Task directions >> All of the data, from the first line to the last, should be reproduced without alteration.

Segment Start: Raw data

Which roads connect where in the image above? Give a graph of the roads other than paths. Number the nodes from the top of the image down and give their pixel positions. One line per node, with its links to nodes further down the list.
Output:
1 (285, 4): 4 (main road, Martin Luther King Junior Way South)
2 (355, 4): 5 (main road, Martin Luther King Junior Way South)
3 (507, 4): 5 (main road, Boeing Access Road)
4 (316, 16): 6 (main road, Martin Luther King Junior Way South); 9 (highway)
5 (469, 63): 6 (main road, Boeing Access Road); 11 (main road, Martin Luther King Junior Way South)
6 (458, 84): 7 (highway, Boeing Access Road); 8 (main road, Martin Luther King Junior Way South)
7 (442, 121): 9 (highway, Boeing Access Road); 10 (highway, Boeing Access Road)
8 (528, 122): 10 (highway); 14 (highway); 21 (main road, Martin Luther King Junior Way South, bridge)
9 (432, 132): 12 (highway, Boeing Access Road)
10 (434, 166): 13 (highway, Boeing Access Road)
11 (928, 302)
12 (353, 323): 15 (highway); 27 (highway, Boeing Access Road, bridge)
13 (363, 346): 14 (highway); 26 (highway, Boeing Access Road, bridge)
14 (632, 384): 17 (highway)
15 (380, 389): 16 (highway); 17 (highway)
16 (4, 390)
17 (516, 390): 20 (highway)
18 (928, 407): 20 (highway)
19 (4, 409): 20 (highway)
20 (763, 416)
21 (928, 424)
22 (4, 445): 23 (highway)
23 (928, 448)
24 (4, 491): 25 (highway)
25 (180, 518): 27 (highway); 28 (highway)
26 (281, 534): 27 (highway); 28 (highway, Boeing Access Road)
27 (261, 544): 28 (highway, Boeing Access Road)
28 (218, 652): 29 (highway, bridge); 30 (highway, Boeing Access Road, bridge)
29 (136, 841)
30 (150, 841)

Segment End: Raw data

Exercise answer >>
Which roads connect where in the image above? Give a graph of the roads other than paths. Number the nodes from the top of the image down and give their pixel positions. One line per node, with its links to nodes further down the list.
Output:
1 (285, 4): 4 (main road, Martin Luther King Junior Way South)
2 (355, 4): 5 (main road, Martin Luther King Junior Way South)
3 (507, 4): 5 (main road, Boeing Access Road)
4 (316, 16): 6 (main road, Martin Luther King Junior Way South); 9 (highway)
5 (469, 63): 6 (main road, Boeing Access Road); 11 (main road, Martin Luther King Junior Way South)
6 (458, 84): 7 (highway, Boeing Access Road); 8 (main road, Martin Luther King Junior Way South)
7 (442, 121): 9 (highway, Boeing Access Road); 10 (highway, Boeing Access Road)
8 (528, 122): 10 (highway); 14 (highway); 21 (main road, Martin Luther King Junior Way South, bridge)
9 (432, 132): 12 (highway, Boeing Access Road)
10 (434, 166): 13 (highway, Boeing Access Road)
11 (928, 302)
12 (353, 323): 15 (highway); 27 (highway, Boeing Access Road, bridge)
13 (363, 346): 14 (highway); 26 (highway, Boeing Access Road, bridge)
14 (632, 384): 17 (highway)
15 (380, 389): 16 (highway); 17 (highway)
16 (4, 390)
17 (516, 390): 20 (highway)
18 (928, 407): 20 (highway)
19 (4, 409): 20 (highway)
20 (763, 416)
21 (928, 424)
22 (4, 445): 23 (highway)
23 (928, 448)
24 (4, 491): 25 (highway)
25 (180, 518): 27 (highway); 28 (highway)
26 (281, 534): 27 (highway); 28 (highway, Boeing Access Road)
27 (261, 544): 28 (highway, Boeing Access Road)
28 (218, 652): 29 (highway, bridge); 30 (highway, Boeing Access Road, bridge)
29 (136, 841)
30 (150, 841)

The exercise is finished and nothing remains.